[DIRECTIONS FOR THIS TASK]
Set the entries down again exactly; none may be skipped.

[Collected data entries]
----

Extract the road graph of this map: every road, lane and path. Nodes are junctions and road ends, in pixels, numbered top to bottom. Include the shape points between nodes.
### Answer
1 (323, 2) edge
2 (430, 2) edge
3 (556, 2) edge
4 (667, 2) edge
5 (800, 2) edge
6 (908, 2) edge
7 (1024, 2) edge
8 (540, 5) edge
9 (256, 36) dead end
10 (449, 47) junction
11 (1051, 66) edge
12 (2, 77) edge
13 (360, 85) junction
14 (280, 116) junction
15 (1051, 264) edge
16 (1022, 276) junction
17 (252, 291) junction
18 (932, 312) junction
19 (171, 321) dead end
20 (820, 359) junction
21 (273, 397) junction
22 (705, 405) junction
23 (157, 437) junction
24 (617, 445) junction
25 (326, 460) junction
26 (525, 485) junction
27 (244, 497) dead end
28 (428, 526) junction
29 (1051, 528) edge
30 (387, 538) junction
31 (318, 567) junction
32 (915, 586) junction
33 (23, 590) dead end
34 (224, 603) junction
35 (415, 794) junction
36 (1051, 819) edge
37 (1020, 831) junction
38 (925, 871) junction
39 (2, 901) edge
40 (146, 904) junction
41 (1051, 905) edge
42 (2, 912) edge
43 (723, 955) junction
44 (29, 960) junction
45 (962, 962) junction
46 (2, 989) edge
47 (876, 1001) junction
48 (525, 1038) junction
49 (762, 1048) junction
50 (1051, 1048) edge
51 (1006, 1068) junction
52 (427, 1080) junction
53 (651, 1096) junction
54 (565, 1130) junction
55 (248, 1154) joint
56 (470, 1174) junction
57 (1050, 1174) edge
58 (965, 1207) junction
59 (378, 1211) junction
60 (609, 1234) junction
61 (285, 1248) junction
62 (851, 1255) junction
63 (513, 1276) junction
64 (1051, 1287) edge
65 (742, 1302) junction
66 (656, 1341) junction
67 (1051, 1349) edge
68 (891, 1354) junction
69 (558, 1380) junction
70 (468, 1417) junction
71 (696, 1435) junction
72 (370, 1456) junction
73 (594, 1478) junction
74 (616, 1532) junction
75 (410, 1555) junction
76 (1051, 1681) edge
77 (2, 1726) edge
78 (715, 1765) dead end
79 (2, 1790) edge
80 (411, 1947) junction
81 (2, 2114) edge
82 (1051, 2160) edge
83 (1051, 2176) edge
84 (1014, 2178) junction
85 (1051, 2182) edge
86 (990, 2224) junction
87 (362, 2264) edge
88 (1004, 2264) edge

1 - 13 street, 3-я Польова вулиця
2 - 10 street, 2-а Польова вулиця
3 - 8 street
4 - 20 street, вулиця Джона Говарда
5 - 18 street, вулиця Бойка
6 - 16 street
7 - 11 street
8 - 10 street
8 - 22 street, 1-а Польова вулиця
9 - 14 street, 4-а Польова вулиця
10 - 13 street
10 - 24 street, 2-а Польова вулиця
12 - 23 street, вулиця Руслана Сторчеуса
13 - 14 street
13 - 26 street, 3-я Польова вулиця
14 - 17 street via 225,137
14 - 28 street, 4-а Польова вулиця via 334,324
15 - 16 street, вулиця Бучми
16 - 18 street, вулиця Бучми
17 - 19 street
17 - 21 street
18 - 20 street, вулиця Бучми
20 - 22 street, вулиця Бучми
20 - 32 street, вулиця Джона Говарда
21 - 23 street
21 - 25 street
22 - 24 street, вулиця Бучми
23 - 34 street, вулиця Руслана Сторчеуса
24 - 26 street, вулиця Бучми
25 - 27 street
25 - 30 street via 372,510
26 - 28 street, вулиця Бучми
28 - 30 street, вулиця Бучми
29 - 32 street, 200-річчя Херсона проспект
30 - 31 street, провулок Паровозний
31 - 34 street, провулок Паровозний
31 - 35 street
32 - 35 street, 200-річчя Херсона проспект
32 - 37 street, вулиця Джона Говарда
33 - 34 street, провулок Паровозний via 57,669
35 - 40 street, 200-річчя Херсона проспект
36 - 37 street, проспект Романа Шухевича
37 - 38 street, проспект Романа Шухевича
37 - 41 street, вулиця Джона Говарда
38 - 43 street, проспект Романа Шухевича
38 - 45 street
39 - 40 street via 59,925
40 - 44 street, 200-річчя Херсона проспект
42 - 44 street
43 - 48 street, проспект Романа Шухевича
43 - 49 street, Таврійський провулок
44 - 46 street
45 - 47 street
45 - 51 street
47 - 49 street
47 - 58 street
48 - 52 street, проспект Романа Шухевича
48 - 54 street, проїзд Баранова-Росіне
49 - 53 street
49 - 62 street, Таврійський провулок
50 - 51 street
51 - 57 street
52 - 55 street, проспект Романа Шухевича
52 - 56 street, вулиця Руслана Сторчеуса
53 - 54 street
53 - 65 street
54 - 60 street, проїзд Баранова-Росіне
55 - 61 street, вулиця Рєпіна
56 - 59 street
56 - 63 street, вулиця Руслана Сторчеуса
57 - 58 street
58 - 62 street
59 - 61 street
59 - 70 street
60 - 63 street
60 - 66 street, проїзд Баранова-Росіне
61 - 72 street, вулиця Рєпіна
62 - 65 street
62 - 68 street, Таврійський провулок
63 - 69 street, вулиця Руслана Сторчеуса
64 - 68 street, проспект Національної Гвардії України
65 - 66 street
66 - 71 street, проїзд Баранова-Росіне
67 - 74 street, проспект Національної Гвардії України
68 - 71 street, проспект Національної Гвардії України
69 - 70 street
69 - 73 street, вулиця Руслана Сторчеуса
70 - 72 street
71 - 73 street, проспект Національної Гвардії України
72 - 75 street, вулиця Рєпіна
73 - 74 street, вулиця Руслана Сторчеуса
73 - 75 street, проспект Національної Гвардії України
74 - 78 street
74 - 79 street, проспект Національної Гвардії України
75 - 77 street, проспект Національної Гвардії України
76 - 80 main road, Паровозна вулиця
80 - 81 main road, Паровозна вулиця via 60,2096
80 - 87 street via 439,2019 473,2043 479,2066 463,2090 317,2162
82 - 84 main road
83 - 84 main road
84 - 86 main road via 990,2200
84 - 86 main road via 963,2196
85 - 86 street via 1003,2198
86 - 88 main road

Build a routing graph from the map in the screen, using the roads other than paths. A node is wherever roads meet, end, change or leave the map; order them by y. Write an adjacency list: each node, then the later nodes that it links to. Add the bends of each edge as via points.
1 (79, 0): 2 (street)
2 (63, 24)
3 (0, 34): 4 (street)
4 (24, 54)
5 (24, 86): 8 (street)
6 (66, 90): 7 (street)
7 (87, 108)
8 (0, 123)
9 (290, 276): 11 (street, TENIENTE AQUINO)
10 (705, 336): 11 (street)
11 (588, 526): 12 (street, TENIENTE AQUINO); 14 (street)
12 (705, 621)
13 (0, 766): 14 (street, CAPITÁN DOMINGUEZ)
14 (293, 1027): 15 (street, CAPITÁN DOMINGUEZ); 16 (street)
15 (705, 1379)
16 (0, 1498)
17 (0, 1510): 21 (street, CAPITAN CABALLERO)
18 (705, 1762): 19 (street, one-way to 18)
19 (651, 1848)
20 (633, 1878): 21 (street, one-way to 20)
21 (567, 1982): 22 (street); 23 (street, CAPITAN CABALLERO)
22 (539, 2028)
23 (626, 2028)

----

[RESULT OF THIS TASK]
Extract the road graph of this map: every road, lane and path. Nodes are junctions and road ends, in pixels, numbered top to bottom. Include the shape points between nodes.
### Answer
1 (323, 2) edge
2 (430, 2) edge
3 (556, 2) edge
4 (667, 2) edge
5 (800, 2) edge
6 (908, 2) edge
7 (1024, 2) edge
8 (540, 5) edge
9 (256, 36) dead end
10 (449, 47) junction
11 (1051, 66) edge
12 (2, 77) edge
13 (360, 85) junction
14 (280, 116) junction
15 (1051, 264) edge
16 (1022, 276) junction
17 (252, 291) junction
18 (932, 312) junction
19 (171, 321) dead end
20 (820, 359) junction
21 (273, 397) junction
22 (705, 405) junction
23 (157, 437) junction
24 (617, 445) junction
25 (326, 460) junction
26 (525, 485) junction
27 (244, 497) dead end
28 (428, 526) junction
29 (1051, 528) edge
30 (387, 538) junction
31 (318, 567) junction
32 (915, 586) junction
33 (23, 590) dead end
34 (224, 603) junction
35 (415, 794) junction
36 (1051, 819) edge
37 (1020, 831) junction
38 (925, 871) junction
39 (2, 901) edge
40 (146, 904) junction
41 (1051, 905) edge
42 (2, 912) edge
43 (723, 955) junction
44 (29, 960) junction
45 (962, 962) junction
46 (2, 989) edge
47 (876, 1001) junction
48 (525, 1038) junction
49 (762, 1048) junction
50 (1051, 1048) edge
51 (1006, 1068) junction
52 (427, 1080) junction
53 (651, 1096) junction
54 (565, 1130) junction
55 (248, 1154) joint
56 (470, 1174) junction
57 (1050, 1174) edge
58 (965, 1207) junction
59 (378, 1211) junction
60 (609, 1234) junction
61 (285, 1248) junction
62 (851, 1255) junction
63 (513, 1276) junction
64 (1051, 1287) edge
65 (742, 1302) junction
66 (656, 1341) junction
67 (1051, 1349) edge
68 (891, 1354) junction
69 (558, 1380) junction
70 (468, 1417) junction
71 (696, 1435) junction
72 (370, 1456) junction
73 (594, 1478) junction
74 (616, 1532) junction
75 (410, 1555) junction
76 (1051, 1681) edge
77 (2, 1726) edge
78 (715, 1765) dead end
79 (2, 1790) edge
80 (411, 1947) junction
81 (2, 2114) edge
82 (1051, 2160) edge
83 (1051, 2176) edge
84 (1014, 2178) junction
85 (1051, 2182) edge
86 (990, 2224) junction
87 (362, 2264) edge
88 (1004, 2264) edge

1 - 13 street, 3-я Польова вулиця
2 - 10 street, 2-а Польова вулиця
3 - 8 street
4 - 20 street, вулиця Джона Говарда
5 - 18 street, вулиця Бойка
6 - 16 street
7 - 11 street
8 - 10 street
8 - 22 street, 1-а Польова вулиця
9 - 14 street, 4-а Польова вулиця
10 - 13 street
10 - 24 street, 2-а Польова вулиця
12 - 23 street, вулиця Руслана Сторчеуса
13 - 14 street
13 - 26 street, 3-я Польова вулиця
14 - 17 street via 225,137
14 - 28 street, 4-а Польова вулиця via 334,324
15 - 16 street, вулиця Бучми
16 - 18 street, вулиця Бучми
17 - 19 street
17 - 21 street
18 - 20 street, вулиця Бучми
20 - 22 street, вулиця Бучми
20 - 32 street, вулиця Джона Говарда
21 - 23 street
21 - 25 street
22 - 24 street, вулиця Бучми
23 - 34 street, вулиця Руслана Сторчеуса
24 - 26 street, вулиця Бучми
25 - 27 street
25 - 30 street via 372,510
26 - 28 street, вулиця Бучми
28 - 30 street, вулиця Бучми
29 - 32 street, 200-річчя Херсона проспект
30 - 31 street, провулок Паровозний
31 - 34 street, провулок Паровозний
31 - 35 street
32 - 35 street, 200-річчя Херсона проспект
32 - 37 street, вулиця Джона Говарда
33 - 34 street, провулок Паровозний via 57,669
35 - 40 street, 200-річчя Херсона проспект
36 - 37 street, проспект Романа Шухевича
37 - 38 street, проспект Романа Шухевича
37 - 41 street, вулиця Джона Говарда
38 - 43 street, проспект Романа Шухевича
38 - 45 street
39 - 40 street via 59,925
40 - 44 street, 200-річчя Херсона проспект
42 - 44 street
43 - 48 street, проспект Романа Шухевича
43 - 49 street, Таврійський провулок
44 - 46 street
45 - 47 street
45 - 51 street
47 - 49 street
47 - 58 street
48 - 52 street, проспект Романа Шухевича
48 - 54 street, проїзд Баранова-Росіне
49 - 53 street
49 - 62 street, Таврійський провулок
50 - 51 street
51 - 57 street
52 - 55 street, проспект Романа Шухевича
52 - 56 street, вулиця Руслана Сторчеуса
53 - 54 street
53 - 65 street
54 - 60 street, проїзд Баранова-Росіне
55 - 61 street, вулиця Рєпіна
56 - 59 street
56 - 63 street, вулиця Руслана Сторчеуса
57 - 58 street
58 - 62 street
59 - 61 street
59 - 70 street
60 - 63 street
60 - 66 street, проїзд Баранова-Росіне
61 - 72 street, вулиця Рєпіна
62 - 65 street
62 - 68 street, Таврійський провулок
63 - 69 street, вулиця Руслана Сторчеуса
64 - 68 street, проспект Національної Гвардії України
65 - 66 street
66 - 71 street, проїзд Баранова-Росіне
67 - 74 street, проспект Національної Гвардії України
68 - 71 street, проспект Національної Гвардії України
69 - 70 street
69 - 73 street, вулиця Руслана Сторчеуса
70 - 72 street
71 - 73 street, проспект Національної Гвардії України
72 - 75 street, вулиця Рєпіна
73 - 74 street, вулиця Руслана Сторчеуса
73 - 75 street, проспект Національної Гвардії України
74 - 78 street
74 - 79 street, проспект Національної Гвардії України
75 - 77 street, проспект Національної Гвардії України
76 - 80 main road, Паровозна вулиця
80 - 81 main road, Паровозна вулиця via 60,2096
80 - 87 street via 439,2019 473,2043 479,2066 463,2090 317,2162
82 - 84 main road
83 - 84 main road
84 - 86 main road via 990,2200
84 - 86 main road via 963,2196
85 - 86 street via 1003,2198
86 - 88 main road

Build a routing graph from the map in the screen, using the roads other than paths. A node is wherever roads meet, end, change or leave the map; order them by y. Write an adjacency list: each node, then the later nodes that it links to. Add the bends of each edge as via points.
1 (79, 0): 2 (street)
2 (63, 24)
3 (0, 34): 4 (street)
4 (24, 54)
5 (24, 86): 8 (street)
6 (66, 90): 7 (street)
7 (87, 108)
8 (0, 123)
9 (290, 276): 11 (street, TENIENTE AQUINO)
10 (705, 336): 11 (street)
11 (588, 526): 12 (street, TENIENTE AQUINO); 14 (street)
12 (705, 621)
13 (0, 766): 14 (street, CAPITÁN DOMINGUEZ)
14 (293, 1027): 15 (street, CAPITÁN DOMINGUEZ); 16 (street)
15 (705, 1379)
16 (0, 1498)
17 (0, 1510): 21 (street, CAPITAN CABALLERO)
18 (705, 1762): 19 (street, one-way to 18)
19 (651, 1848)
20 (633, 1878): 21 (street, one-way to 20)
21 (567, 1982): 22 (street); 23 (street, CAPITAN CABALLERO)
22 (539, 2028)
23 (626, 2028)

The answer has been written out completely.